Let us know breifly about Policy Assignment rules in E-Policy Orchestrator 4.5
From the ePO 4.5 product guide:
A policy is a collection of settings that you create, configure, then enforce. Policies ensure that the managed security software products are configured and perform accordingly.
Some policy settings are the same as the settings you configure in the interface of the product installed on the managed system. Other policy settings are the primary interface for configuring the product or component. The ePolicy Orchestrator console allows you to configure policy settings for all products and systems from a central location.
Policy settings for most products are grouped by category. Each policy category refers to a specific subset of policy settings. Policies are created by category. In the Policy Catalog page, policies are displayed by product and category. When you open an existing policy or create a new policy, the policy settings are organized across tabs.
Where policies are displayed
To see all of the policies that have been created per policy category, click Menu | Policy | Policy Catalog, then select a Product and Category from the drop-down lists. On the Policy Catalog page, users can see only policies of the products to which they have permissions.
To see which policies, per product, are applied to a specific group of the System Tree, click Menu | Systems | System Tree | Assigned Policies page, select a group, then select a Product from the drop-down list.
NOTE: A McAfee Default policy exists for each category. You cannot delete, edit, export or
rename these policies, but you can copy them and edit the copy.
How policy enforcement is set
For each managed product or component, choose whether the agent enforces all or none of its policy selections for that product or component. From the Assigned Policies page, choose whether to enforce policies for products or components on the selected group.

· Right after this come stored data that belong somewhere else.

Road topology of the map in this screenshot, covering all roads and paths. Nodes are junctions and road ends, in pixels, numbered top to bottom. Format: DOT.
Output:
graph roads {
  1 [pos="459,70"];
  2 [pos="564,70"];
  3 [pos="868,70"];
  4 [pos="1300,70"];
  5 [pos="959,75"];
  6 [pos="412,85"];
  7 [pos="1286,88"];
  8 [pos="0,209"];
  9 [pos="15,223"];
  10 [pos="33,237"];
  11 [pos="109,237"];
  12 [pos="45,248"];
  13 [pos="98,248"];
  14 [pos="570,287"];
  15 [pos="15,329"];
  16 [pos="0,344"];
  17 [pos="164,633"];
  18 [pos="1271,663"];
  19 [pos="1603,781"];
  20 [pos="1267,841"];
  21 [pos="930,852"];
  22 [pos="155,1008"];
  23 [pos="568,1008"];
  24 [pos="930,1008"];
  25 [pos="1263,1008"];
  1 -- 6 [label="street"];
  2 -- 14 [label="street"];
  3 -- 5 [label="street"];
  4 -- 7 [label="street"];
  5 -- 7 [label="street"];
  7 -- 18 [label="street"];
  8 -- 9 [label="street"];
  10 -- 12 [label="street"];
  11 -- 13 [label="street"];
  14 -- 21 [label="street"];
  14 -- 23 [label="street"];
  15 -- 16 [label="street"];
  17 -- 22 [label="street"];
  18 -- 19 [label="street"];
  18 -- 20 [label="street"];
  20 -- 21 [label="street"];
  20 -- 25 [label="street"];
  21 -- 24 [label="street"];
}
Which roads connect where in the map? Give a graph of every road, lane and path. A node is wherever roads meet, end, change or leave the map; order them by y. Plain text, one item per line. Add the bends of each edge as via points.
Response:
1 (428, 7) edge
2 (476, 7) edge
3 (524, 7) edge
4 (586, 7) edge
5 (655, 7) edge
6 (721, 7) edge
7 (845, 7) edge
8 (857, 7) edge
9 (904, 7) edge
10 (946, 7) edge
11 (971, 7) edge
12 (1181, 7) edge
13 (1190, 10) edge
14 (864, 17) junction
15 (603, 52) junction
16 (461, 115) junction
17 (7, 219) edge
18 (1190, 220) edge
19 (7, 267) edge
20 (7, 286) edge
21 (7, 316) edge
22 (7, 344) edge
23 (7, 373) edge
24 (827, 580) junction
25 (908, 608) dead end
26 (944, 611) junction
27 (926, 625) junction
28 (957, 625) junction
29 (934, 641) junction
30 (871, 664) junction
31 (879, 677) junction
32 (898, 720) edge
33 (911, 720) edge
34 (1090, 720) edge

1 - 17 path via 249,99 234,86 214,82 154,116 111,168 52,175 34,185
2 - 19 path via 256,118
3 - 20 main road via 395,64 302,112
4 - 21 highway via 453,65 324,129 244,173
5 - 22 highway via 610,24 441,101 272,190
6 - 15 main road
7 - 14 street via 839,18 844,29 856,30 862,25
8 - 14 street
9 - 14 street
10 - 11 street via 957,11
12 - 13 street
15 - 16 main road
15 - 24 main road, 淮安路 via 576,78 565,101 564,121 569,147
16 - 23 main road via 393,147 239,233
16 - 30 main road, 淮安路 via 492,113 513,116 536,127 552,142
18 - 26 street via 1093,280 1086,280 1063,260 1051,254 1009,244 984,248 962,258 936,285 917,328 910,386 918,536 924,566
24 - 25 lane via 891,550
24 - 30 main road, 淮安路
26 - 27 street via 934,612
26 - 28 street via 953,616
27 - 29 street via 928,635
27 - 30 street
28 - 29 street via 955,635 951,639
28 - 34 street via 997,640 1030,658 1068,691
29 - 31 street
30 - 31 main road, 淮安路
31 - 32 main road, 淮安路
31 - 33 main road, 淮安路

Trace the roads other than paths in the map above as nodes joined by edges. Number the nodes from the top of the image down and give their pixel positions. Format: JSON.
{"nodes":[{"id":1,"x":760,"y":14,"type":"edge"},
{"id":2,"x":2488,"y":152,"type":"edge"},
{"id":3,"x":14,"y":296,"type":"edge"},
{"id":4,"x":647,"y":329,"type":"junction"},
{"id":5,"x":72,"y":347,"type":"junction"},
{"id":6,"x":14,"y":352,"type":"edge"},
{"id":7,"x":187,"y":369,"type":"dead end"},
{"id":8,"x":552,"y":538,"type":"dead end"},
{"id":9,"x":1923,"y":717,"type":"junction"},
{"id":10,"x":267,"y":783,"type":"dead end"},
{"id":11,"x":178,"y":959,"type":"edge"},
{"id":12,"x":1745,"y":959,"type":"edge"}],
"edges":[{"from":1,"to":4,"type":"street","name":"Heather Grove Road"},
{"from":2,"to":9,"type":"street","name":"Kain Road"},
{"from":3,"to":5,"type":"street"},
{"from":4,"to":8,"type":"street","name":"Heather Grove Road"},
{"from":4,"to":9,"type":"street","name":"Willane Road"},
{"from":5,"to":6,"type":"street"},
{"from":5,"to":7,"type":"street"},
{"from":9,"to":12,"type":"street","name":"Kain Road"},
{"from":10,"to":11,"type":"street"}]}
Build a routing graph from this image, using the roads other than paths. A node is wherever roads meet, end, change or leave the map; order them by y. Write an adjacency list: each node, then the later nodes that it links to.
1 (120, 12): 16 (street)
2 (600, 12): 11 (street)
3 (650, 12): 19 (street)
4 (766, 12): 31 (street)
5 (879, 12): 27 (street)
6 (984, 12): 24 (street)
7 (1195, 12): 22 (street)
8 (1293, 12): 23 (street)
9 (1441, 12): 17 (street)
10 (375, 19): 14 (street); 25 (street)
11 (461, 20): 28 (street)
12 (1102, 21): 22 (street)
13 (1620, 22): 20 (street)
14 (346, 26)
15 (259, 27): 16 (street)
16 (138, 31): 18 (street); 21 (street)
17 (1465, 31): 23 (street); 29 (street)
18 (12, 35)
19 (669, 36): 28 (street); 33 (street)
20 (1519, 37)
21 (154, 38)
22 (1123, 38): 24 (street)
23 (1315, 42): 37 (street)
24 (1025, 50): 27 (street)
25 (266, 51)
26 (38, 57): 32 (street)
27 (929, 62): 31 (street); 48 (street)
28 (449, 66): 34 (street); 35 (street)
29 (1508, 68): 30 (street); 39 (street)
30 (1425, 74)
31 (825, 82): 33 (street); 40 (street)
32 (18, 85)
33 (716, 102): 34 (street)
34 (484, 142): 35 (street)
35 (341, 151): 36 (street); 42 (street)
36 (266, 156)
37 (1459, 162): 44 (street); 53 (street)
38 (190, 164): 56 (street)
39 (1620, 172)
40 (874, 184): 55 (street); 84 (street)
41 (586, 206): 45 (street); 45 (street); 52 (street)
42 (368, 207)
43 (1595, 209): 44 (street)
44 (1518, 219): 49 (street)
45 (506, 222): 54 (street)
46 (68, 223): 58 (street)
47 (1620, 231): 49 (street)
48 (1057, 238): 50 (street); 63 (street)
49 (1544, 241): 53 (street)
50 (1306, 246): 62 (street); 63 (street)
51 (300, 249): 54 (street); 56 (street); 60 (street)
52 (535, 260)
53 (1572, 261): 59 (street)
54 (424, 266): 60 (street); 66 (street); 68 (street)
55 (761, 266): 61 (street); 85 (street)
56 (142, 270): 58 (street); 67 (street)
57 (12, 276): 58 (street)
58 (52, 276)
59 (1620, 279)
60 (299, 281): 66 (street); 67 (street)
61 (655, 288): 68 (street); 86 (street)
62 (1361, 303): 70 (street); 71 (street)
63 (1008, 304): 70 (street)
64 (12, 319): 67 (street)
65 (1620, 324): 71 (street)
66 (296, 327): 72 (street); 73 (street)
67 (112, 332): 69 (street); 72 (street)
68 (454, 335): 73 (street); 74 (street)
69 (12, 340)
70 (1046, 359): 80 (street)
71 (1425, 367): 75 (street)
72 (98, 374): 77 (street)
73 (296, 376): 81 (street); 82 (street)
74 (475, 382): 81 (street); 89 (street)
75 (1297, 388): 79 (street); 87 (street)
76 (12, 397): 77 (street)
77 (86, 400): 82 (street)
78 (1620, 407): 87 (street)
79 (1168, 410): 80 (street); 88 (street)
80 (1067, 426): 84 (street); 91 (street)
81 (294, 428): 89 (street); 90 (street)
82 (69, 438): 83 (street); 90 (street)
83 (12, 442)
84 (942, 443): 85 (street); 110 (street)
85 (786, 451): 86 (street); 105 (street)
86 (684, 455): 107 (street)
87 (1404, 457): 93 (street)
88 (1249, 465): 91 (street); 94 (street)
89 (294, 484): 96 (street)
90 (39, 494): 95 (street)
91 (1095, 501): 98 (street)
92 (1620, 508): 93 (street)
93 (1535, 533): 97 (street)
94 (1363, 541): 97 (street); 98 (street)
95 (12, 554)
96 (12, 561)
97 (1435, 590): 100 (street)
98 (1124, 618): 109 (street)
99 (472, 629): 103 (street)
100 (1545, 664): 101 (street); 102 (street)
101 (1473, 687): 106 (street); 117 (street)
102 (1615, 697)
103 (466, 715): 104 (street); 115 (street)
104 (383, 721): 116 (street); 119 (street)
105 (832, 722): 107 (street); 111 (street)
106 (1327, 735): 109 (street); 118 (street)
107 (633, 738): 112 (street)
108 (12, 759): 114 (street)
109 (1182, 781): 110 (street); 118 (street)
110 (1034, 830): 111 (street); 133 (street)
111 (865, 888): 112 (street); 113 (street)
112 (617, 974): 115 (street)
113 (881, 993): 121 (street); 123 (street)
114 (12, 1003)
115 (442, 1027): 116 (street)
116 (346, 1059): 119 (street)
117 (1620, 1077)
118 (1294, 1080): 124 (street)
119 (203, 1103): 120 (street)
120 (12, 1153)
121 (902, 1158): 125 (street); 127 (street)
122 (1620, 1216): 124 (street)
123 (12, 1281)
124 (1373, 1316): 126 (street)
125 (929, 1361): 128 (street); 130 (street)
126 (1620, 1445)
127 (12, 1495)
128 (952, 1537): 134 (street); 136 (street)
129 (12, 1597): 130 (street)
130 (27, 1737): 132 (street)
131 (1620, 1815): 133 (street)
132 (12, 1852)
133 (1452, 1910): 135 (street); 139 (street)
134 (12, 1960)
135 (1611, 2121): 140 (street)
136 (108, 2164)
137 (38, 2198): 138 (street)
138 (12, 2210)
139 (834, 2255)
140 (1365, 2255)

In the Policy Catalog page, you can view policy assignments, where they are applied, and if they are enforced. You can also lock policy enforcement to prevent changes to enforcement
below the locked node.
NOTE: If policy enforcement is turned off, systems in the specified group do not receive updated sitelists during an agent-server communication. As a result, managed systems in the group might not function as expected. For example, you might configure managed systems to communicate with Agent Handler A, but with policy enforcement turned off, the managed systems won't receive the new sitelist with this information, so they report to a different Agent Handler listed in an expired sitelist.
When policies are enforced
When you reconfigure policy settings, the new settings are delivered to, and enforced on, the managed systems at the next agent-server communication. The frequency of this communication is determined by the Agent-to-server-communication interval (ASCI) settings on the General tab of the McAfee Agent policy pages, or the McAfee Agent Wakeup client task schedule (depending on how you implement agent-server communication). This interval is set to occur once every 60 minutes by default.
Once the policy settings are in effect on the managed system, the agent continues to enforce policy settings locally at a regular interval. This enforcement interval is determined by the Policy enforcement interval setting on the General tab of the McAfee Agent policy pages. This interval is set to occur every five minutes by default.
Policy settings for McAfee products are enforced immediately at the policy enforcement interval, and at each agent-server communication if policy settings have changed.
Policy enforcement is a local occurrance and doesn't affect any traffic. I don't know that there is a limit, but it is not recommended to have it spread out too far. The purpose of that is to ensure policies remain enforced on a system. For larger environments, the default is 60 minutes, and for smaller it is 5 minutes. It is all determined by your needs on how long you want it to not enforce if policies are modified locally for any reason or services are temporarily turned off for antivirus.